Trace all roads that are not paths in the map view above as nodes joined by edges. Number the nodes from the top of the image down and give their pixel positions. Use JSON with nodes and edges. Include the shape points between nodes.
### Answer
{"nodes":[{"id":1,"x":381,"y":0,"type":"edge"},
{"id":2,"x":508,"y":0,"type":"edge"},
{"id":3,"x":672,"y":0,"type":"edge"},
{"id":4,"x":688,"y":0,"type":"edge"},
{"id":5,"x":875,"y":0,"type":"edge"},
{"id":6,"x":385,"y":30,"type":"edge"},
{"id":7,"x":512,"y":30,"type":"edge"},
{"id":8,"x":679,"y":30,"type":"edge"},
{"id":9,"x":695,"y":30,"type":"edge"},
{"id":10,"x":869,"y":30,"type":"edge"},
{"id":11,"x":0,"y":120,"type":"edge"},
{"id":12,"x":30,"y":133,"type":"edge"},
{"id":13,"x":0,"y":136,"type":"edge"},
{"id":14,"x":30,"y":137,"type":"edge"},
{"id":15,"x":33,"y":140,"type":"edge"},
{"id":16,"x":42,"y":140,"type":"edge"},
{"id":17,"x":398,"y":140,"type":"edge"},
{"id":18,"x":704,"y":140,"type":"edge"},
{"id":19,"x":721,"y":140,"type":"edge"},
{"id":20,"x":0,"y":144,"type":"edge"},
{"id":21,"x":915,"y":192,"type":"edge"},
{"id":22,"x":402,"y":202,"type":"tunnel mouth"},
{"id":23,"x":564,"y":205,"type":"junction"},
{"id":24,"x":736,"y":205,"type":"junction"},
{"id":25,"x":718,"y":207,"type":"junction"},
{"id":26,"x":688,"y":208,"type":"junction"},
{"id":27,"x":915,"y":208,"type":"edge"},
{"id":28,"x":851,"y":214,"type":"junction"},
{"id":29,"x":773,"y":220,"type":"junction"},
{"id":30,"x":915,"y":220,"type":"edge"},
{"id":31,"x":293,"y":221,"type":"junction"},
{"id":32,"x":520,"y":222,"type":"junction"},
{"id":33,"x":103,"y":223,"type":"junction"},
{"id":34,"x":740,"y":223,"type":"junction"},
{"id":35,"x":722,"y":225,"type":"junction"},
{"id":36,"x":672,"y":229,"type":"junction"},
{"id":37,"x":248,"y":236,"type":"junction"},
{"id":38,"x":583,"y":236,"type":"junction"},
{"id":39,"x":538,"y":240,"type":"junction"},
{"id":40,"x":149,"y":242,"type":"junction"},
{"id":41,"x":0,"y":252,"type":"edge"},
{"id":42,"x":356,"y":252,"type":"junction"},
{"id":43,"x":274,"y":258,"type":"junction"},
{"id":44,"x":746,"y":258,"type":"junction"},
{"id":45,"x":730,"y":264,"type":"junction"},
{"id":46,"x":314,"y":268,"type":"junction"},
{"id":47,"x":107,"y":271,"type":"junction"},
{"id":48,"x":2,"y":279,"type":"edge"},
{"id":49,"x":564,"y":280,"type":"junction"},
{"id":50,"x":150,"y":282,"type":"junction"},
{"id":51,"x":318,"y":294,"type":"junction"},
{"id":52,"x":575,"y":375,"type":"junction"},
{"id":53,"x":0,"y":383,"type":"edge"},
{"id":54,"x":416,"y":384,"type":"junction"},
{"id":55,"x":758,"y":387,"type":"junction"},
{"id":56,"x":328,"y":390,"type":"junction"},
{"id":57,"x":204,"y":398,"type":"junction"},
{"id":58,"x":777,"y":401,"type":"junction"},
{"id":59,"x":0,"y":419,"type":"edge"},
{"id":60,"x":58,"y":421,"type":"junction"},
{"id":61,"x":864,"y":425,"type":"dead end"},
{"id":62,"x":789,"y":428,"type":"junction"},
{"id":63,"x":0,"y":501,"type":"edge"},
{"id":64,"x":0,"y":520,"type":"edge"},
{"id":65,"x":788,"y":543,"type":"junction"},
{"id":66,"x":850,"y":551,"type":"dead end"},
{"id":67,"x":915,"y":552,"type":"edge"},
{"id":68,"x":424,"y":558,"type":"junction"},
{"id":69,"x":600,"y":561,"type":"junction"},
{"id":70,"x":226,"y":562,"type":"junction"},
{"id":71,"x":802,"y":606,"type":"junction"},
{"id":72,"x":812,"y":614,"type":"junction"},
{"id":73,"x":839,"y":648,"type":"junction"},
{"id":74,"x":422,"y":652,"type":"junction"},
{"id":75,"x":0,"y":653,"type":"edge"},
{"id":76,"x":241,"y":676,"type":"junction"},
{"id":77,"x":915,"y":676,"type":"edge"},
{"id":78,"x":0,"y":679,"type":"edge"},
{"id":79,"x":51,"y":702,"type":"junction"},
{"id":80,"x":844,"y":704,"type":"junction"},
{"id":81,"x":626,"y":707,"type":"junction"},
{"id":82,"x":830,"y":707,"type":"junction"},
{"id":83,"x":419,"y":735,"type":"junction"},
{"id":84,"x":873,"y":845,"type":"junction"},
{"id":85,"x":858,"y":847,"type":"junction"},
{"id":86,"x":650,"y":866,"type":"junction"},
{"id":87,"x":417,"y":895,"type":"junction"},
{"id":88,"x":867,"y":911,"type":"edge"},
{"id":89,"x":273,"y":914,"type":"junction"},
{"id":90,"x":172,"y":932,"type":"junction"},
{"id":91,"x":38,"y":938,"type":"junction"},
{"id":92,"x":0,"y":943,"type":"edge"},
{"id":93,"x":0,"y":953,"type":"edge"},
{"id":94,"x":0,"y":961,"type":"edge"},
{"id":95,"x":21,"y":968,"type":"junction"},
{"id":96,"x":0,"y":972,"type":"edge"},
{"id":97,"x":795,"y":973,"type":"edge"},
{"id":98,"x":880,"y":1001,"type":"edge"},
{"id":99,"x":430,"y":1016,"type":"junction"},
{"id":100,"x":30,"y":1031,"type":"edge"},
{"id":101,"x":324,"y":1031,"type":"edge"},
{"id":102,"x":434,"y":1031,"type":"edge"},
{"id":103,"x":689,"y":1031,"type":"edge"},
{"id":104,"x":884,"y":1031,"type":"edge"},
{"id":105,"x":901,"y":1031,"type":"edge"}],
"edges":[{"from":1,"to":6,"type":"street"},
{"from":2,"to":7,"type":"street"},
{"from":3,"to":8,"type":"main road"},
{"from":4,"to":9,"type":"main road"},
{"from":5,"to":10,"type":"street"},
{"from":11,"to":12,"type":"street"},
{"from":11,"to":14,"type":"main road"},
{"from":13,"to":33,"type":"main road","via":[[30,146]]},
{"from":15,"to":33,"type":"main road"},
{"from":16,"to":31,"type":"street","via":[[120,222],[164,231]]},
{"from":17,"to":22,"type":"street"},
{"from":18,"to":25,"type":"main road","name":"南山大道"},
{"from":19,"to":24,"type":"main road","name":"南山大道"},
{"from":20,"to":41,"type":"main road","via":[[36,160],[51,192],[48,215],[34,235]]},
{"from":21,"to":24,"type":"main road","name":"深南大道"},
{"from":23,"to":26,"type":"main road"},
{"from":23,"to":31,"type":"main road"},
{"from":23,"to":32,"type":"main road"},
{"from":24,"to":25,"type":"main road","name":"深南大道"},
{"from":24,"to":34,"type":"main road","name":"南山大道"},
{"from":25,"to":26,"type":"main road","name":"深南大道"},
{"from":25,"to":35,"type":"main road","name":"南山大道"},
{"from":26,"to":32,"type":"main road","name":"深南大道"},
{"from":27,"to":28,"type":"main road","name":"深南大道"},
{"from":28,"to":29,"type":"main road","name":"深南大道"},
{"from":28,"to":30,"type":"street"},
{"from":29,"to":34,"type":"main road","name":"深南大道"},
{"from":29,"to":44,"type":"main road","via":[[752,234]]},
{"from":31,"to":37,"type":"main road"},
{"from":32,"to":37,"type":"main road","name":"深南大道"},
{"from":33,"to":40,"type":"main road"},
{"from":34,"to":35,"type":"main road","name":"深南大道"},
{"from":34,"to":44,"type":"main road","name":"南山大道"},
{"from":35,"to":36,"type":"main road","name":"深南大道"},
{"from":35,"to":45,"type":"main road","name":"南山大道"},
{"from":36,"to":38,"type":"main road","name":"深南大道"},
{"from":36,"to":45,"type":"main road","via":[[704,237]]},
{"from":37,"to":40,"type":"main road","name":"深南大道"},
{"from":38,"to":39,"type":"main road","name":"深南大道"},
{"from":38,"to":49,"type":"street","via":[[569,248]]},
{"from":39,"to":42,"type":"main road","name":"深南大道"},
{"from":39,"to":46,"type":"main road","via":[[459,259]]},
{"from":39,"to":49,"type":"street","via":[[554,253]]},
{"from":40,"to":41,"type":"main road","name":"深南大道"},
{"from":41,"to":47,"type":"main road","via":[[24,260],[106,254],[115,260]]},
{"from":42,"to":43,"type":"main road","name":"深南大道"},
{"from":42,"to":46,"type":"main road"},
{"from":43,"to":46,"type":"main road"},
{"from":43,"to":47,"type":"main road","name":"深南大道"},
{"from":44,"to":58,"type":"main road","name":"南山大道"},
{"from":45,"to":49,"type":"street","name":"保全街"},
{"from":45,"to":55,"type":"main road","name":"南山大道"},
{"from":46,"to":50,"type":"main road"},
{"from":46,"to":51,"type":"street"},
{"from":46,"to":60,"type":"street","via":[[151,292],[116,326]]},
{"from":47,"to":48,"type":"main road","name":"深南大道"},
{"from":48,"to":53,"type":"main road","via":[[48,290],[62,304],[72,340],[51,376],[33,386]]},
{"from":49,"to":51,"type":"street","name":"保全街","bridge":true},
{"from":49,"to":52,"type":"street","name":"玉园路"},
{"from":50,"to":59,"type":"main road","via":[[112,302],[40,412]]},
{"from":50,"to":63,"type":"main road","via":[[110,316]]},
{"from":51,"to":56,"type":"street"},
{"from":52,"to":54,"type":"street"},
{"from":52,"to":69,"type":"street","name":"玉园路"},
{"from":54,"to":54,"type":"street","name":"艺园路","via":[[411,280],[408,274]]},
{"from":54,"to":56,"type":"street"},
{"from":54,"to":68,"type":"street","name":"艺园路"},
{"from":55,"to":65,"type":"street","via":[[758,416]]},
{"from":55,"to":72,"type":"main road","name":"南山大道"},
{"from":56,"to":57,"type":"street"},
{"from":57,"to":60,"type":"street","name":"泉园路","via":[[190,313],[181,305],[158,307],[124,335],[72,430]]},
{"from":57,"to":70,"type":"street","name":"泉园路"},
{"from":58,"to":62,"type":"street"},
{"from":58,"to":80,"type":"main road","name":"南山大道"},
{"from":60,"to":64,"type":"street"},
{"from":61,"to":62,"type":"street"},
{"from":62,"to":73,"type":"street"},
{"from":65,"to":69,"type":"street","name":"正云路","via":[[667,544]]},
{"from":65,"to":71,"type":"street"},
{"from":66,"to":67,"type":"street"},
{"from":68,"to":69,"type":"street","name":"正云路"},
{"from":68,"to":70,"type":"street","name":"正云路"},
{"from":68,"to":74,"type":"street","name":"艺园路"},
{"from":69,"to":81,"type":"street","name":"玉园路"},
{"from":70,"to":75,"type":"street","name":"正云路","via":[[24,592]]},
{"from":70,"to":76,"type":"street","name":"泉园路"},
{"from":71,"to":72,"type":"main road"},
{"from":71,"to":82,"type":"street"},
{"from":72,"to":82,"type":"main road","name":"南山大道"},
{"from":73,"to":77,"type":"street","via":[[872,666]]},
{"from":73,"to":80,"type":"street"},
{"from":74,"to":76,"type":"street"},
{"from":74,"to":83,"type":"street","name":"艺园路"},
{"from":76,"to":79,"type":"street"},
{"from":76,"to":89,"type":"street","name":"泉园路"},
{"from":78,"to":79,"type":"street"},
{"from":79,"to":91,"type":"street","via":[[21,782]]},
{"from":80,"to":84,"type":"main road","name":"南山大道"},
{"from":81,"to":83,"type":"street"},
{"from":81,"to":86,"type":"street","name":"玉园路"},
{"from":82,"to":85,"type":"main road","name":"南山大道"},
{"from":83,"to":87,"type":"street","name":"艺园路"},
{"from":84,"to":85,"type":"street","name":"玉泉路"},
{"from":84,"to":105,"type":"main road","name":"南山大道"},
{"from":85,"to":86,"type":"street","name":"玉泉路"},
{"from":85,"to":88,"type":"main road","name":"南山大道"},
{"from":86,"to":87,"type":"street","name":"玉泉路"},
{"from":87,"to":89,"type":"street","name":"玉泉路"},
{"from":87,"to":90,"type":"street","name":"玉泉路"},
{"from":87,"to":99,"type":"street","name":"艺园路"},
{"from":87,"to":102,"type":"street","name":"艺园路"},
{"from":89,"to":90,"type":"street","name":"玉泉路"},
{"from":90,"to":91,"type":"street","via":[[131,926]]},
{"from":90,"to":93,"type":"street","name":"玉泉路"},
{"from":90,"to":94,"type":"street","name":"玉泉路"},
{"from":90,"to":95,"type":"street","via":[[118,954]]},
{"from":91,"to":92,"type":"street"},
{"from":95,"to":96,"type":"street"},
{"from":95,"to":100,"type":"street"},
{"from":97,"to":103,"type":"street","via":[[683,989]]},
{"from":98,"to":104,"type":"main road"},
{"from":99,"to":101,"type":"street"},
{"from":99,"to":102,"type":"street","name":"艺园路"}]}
....
### ACTIVITY
Please return all lines in the material above that include the word "edges".

### ANSWER SECTION
Trace all roads that are not paths in the map view above as nodes joined by edges. Number the nodes from the top of the image down and give their pixel positions. Use JSON with nodes and edges. Include the shape points between nodes.
"edges":[{"from":1,"to":6,"type":"street"},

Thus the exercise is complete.